[SUPPLIED MATERIAL]
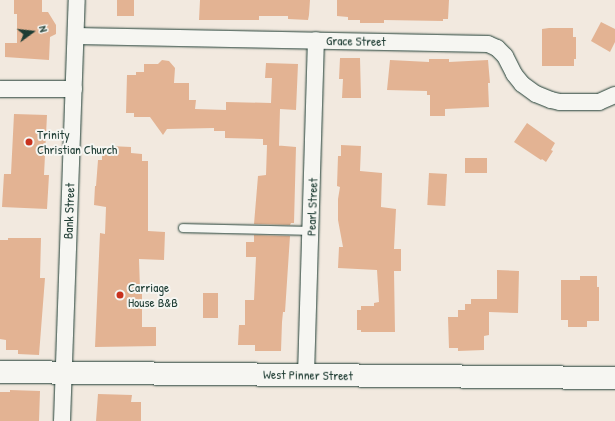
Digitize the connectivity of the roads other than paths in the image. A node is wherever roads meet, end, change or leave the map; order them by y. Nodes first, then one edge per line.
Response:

---

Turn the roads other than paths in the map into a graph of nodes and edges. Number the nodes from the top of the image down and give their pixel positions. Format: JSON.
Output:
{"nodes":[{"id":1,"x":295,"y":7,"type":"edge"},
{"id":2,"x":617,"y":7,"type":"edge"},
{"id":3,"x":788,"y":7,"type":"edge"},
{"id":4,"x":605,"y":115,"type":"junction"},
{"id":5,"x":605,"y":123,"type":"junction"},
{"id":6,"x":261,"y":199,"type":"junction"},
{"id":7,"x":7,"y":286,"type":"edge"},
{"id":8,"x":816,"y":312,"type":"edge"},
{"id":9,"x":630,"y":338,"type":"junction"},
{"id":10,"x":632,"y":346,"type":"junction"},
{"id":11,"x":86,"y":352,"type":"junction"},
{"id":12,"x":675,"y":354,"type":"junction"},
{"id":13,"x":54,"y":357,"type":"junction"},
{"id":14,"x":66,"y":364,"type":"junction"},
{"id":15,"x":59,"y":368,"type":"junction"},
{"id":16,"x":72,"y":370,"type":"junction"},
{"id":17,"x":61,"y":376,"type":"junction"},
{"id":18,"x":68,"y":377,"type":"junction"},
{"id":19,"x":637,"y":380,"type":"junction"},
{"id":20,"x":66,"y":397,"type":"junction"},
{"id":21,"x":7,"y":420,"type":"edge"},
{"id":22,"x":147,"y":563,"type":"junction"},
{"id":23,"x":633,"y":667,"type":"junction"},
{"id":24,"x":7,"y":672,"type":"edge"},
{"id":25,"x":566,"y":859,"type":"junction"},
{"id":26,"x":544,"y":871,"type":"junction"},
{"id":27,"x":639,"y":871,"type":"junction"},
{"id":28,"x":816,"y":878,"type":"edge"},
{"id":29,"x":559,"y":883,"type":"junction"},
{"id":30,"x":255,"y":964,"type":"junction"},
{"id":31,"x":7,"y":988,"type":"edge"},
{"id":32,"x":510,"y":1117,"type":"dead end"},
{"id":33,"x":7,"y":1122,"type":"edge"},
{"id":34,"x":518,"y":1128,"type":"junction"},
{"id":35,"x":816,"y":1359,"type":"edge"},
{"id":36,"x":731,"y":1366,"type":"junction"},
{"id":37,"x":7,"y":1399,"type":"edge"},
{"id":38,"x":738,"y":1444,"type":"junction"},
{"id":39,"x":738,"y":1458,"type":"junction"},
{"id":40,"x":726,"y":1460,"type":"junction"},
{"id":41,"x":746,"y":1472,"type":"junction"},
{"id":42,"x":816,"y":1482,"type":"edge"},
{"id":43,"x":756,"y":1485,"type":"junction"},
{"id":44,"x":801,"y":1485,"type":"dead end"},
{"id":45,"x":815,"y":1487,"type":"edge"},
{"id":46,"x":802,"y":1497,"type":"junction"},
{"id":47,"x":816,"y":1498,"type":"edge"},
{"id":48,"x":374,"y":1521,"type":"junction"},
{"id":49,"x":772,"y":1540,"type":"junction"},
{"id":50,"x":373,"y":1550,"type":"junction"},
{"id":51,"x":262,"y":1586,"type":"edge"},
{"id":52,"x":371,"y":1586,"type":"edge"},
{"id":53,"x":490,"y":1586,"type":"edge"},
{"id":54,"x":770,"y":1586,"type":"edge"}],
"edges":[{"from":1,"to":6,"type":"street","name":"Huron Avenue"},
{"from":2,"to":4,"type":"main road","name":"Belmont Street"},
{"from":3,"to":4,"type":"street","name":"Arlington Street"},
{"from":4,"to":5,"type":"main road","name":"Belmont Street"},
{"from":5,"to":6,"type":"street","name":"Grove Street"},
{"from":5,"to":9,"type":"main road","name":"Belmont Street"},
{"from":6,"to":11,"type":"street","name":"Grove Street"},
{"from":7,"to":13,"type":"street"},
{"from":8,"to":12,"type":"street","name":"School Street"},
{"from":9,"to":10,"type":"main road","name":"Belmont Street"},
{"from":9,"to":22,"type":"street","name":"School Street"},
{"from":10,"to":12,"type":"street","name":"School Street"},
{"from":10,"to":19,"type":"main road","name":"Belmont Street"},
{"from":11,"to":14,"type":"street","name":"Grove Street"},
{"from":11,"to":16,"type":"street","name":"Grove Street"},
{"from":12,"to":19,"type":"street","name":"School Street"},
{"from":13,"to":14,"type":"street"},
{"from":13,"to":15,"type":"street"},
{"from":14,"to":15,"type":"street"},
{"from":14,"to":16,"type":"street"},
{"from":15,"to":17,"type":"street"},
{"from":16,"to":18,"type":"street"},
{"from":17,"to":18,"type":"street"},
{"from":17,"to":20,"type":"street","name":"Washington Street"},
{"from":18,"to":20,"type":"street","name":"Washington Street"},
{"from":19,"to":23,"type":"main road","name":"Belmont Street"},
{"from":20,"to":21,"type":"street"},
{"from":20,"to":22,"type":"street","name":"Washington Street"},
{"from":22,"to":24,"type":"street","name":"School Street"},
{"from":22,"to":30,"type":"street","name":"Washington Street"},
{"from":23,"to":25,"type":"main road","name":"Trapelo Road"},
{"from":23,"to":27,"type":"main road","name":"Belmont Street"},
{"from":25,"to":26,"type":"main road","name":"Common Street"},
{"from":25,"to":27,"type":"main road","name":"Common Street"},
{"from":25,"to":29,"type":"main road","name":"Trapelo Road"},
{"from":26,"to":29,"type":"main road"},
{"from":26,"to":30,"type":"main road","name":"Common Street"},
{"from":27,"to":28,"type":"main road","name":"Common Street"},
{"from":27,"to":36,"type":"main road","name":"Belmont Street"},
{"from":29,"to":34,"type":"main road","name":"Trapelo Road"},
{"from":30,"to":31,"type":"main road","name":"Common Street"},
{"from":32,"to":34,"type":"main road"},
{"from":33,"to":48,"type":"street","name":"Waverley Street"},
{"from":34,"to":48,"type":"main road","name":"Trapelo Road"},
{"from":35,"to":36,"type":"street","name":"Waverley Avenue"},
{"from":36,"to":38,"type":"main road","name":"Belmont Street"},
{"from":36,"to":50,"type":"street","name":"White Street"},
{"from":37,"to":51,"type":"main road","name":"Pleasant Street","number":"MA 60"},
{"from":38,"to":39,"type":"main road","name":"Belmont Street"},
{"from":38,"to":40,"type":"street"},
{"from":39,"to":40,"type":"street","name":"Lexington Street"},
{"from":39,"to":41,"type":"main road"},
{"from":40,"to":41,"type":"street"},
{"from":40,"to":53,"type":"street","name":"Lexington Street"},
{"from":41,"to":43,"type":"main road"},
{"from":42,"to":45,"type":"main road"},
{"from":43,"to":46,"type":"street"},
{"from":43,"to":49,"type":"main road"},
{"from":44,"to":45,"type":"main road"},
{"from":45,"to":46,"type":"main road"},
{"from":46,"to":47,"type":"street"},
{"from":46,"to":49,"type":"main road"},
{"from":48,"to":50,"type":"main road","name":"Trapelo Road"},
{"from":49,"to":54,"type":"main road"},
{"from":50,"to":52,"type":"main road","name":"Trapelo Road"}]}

[TO DO] Go through the lines above and copy any that contain "other".

[EXERCISE OUTPUT]
Digitize the connectivity of the roads other than paths in the image. A node is wherever roads meet, end, change or leave the map; order them by y. Nodes first, then one edge per line.
Turn the roads other than paths in the map into a graph of nodes and edges. Number the nodes from the top of the image down and give their pixel positions. Format: JSON.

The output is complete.